Mudik Semampunya, Jangan Berlebihan dan Jangan Pamer

Hayuning Ratri Hapsari | Rozi Rista Aga Zidna
Mudik Semampunya, Jangan Berlebihan dan Jangan Pamer
Ilustrasi mudik (Pixabay.com/al-grishin)

Mudik tidak bisa lepas dari kaum urban. Mudik itu fi’il, sedangkan kaum urban adalah fail-nya. Berdasarkan KBBI, mudik artinya kembali ke kampung halaman. Sementara urban adalah orang yang berpindah dari desa ke kota. Jika disimpulkan, mudik merupakan aktivitas yang dilakukan oleh kaum urban menuju kampung halamannya.
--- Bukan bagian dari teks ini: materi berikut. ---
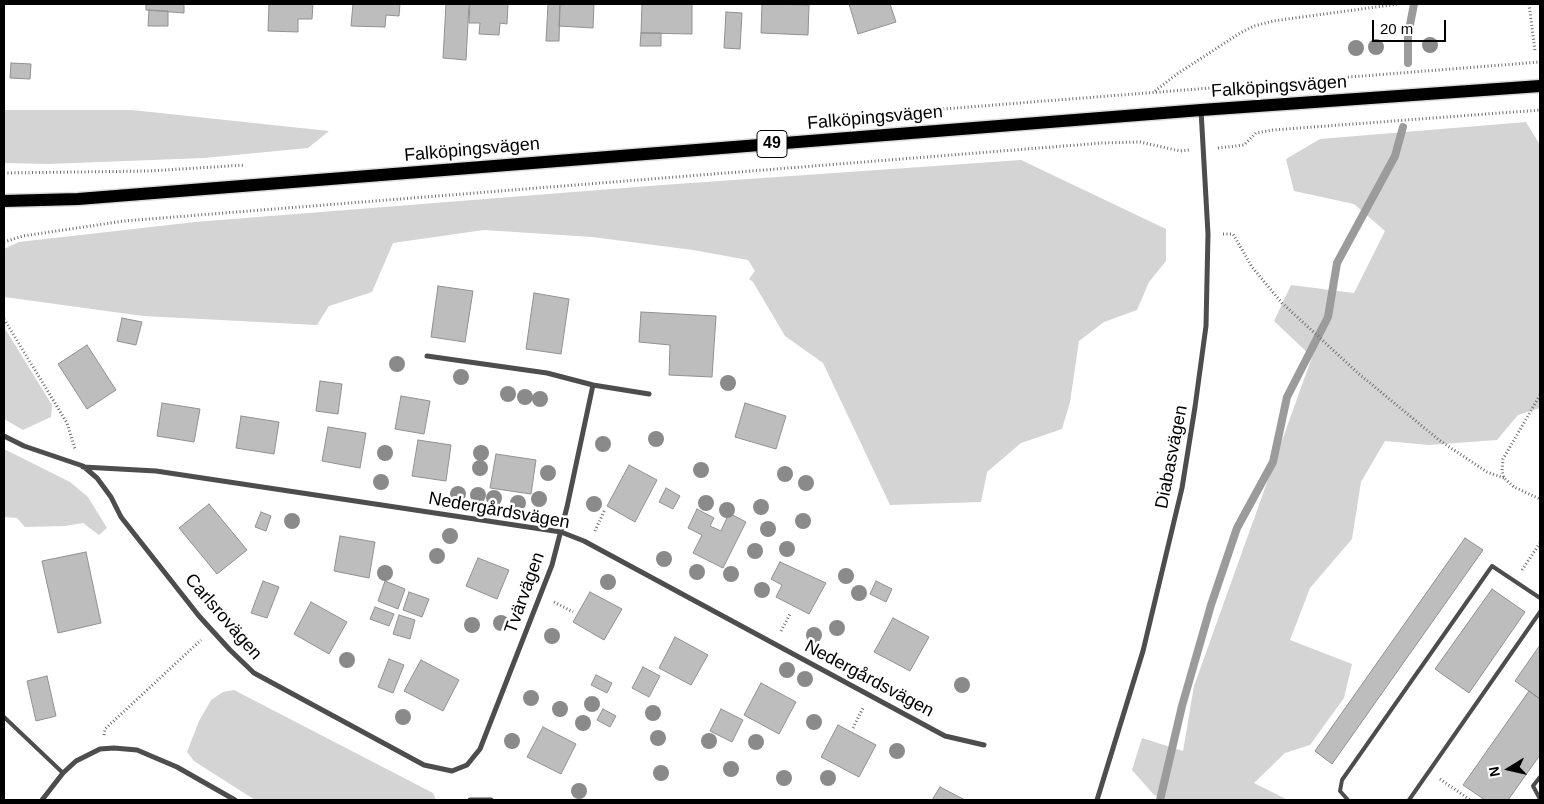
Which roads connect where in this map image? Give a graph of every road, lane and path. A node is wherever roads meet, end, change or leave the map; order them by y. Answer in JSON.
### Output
{"nodes":[{"id":1,"x":1398,"y":4,"type":"edge"},
{"id":2,"x":1529,"y":4,"type":"edge"},
{"id":3,"x":1535,"y":51,"type":"dead end"},
{"id":4,"x":1540,"y":62,"type":"edge"},
{"id":5,"x":1540,"y":86,"type":"edge"},
{"id":6,"x":1155,"y":92,"type":"junction"},
{"id":7,"x":1201,"y":110,"type":"junction"},
{"id":8,"x":1540,"y":110,"type":"edge"},
{"id":9,"x":840,"y":118,"type":"dead end"},
{"id":10,"x":1236,"y":146,"type":"dead end"},
{"id":11,"x":1180,"y":151,"type":"dead end"},
{"id":12,"x":247,"y":165,"type":"dead end"},
{"id":13,"x":4,"y":173,"type":"edge"},
{"id":14,"x":4,"y":200,"type":"edge"},
{"id":15,"x":1208,"y":234,"type":"junction"},
{"id":16,"x":4,"y":242,"type":"edge"},
{"id":17,"x":4,"y":319,"type":"edge"},
{"id":18,"x":427,"y":356,"type":"dead end"},
{"id":19,"x":593,"y":385,"type":"junction"},
{"id":20,"x":649,"y":394,"type":"dead end"},
{"id":21,"x":1540,"y":395,"type":"edge"},
{"id":22,"x":4,"y":436,"type":"edge"},
{"id":23,"x":73,"y":463,"type":"junction"},
{"id":24,"x":82,"y":466,"type":"junction"},
{"id":25,"x":1504,"y":478,"type":"junction"},
{"id":26,"x":1540,"y":500,"type":"edge"},
{"id":27,"x":605,"y":508,"type":"dead end"},
{"id":28,"x":561,"y":532,"type":"junction"},
{"id":29,"x":594,"y":532,"type":"dead end"},
{"id":30,"x":1540,"y":543,"type":"edge"},
{"id":31,"x":1515,"y":581,"type":"junction"},
{"id":32,"x":540,"y":595,"type":"junction"},
{"id":33,"x":1540,"y":598,"type":"edge"},
{"id":34,"x":573,"y":612,"type":"dead end"},
{"id":35,"x":1540,"y":612,"type":"edge"},
{"id":36,"x":790,"y":614,"type":"dead end"},
{"id":37,"x":781,"y":632,"type":"dead end"},
{"id":38,"x":203,"y":638,"type":"dead end"},
{"id":39,"x":870,"y":695,"type":"junction"},
{"id":40,"x":4,"y":716,"type":"edge"},
{"id":41,"x":853,"y":728,"type":"dead end"},
{"id":42,"x":984,"y":745,"type":"dead end"},
{"id":43,"x":100,"y":749,"type":"junction"},
{"id":44,"x":461,"y":769,"type":"joint"},
{"id":45,"x":1429,"y":771,"type":"junction"},
{"id":46,"x":63,"y":774,"type":"junction"},
{"id":47,"x":1540,"y":777,"type":"edge"},
{"id":48,"x":1540,"y":799,"type":"edge"},
{"id":49,"x":42,"y":800,"type":"edge"},
{"id":50,"x":234,"y":800,"type":"edge"},
{"id":51,"x":471,"y":800,"type":"edge"},
{"id":52,"x":492,"y":800,"type":"edge"},
{"id":53,"x":1097,"y":800,"type":"edge"},
{"id":54,"x":1348,"y":800,"type":"edge"},
{"id":55,"x":1409,"y":800,"type":"edge"},
{"id":56,"x":1470,"y":800,"type":"edge"}],
"edges":[{"from":1,"to":6,"type":"path"},
{"from":2,"to":3,"type":"path"},
{"from":4,"to":6,"type":"path"},
{"from":5,"to":7,"type":"main road","name":"Falköpingsvägen","number":"49"},
{"from":6,"to":9,"type":"path"},
{"from":7,"to":14,"type":"main road","name":"Falköpingsvägen","number":"49"},
{"from":7,"to":15,"type":"street","name":"Diabasvägen"},
{"from":8,"to":10,"type":"path"},
{"from":11,"to":16,"type":"path"},
{"from":12,"to":13,"type":"path"},
{"from":15,"to":25,"type":"path"},
{"from":15,"to":53,"type":"street","name":"Diabasvägen"},
{"from":17,"to":23,"type":"path"},
{"from":18,"to":19,"type":"street"},
{"from":19,"to":20,"type":"street"},
{"from":19,"to":28,"type":"street","name":"Tvärvägen"},
{"from":21,"to":25,"type":"path"},
{"from":22,"to":23,"type":"street","name":"Carlsrovägen"},
{"from":23,"to":24,"type":"street","name":"Carlsrovägen"},
{"from":24,"to":28,"type":"street","name":"Nedergårdsvägen"},
{"from":24,"to":44,"type":"street","name":"Carlsrovägen"},
{"from":25,"to":26,"type":"path"},
{"from":27,"to":29,"type":"path"},
{"from":28,"to":32,"type":"street","name":"Tvärvägen"},
{"from":28,"to":39,"type":"street","name":"Nedergårdsvägen"},
{"from":30,"to":31,"type":"path"},
{"from":31,"to":33,"type":"lane"},
{"from":31,"to":54,"type":"lane"},
{"from":32,"to":34,"type":"path"},
{"from":32,"to":44,"type":"street","name":"Tvärvägen"},
{"from":35,"to":45,"type":"lane"},
{"from":36,"to":37,"type":"path"},
{"from":38,"to":43,"type":"path"},
{"from":39,"to":41,"type":"path"},
{"from":39,"to":42,"type":"street","name":"Nedergårdsvägen"},
{"from":40,"to":46,"type":"lane"},
{"from":43,"to":46,"type":"street"},
{"from":43,"to":50,"type":"street"},
{"from":45,"to":55,"type":"lane"},
{"from":45,"to":56,"type":"path"},
{"from":46,"to":49,"type":"street"},
{"from":47,"to":48,"type":"lane"},
{"from":51,"to":52,"type":"street"}]}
Tradisi mudik biasanya lebih ramai dilakukan menjelang lebaran atau Hari Raya Idulfitri. Kaum urban yang telah hidup lama di kota tidak akan melewatkan tradisi ini untuk bertemu dan bersilaturrahmi dengan orangtua, sanak famili, teman-teman, dan para tetangga di kampung halaman. Segala persiapan saat mau mudik telah benar-benar dipersiapkan jauh-jauh hari.

Lebih-lebih, mudik lebaran tahun ini telah diperbolehkan oleh pemerintah, bahkan pemerintah mengimbau kepada warga yang hendak melakukan mudik agar memulai perjalanannya lebih awal, jauh-jauh hari sebelum menjelang lebaran.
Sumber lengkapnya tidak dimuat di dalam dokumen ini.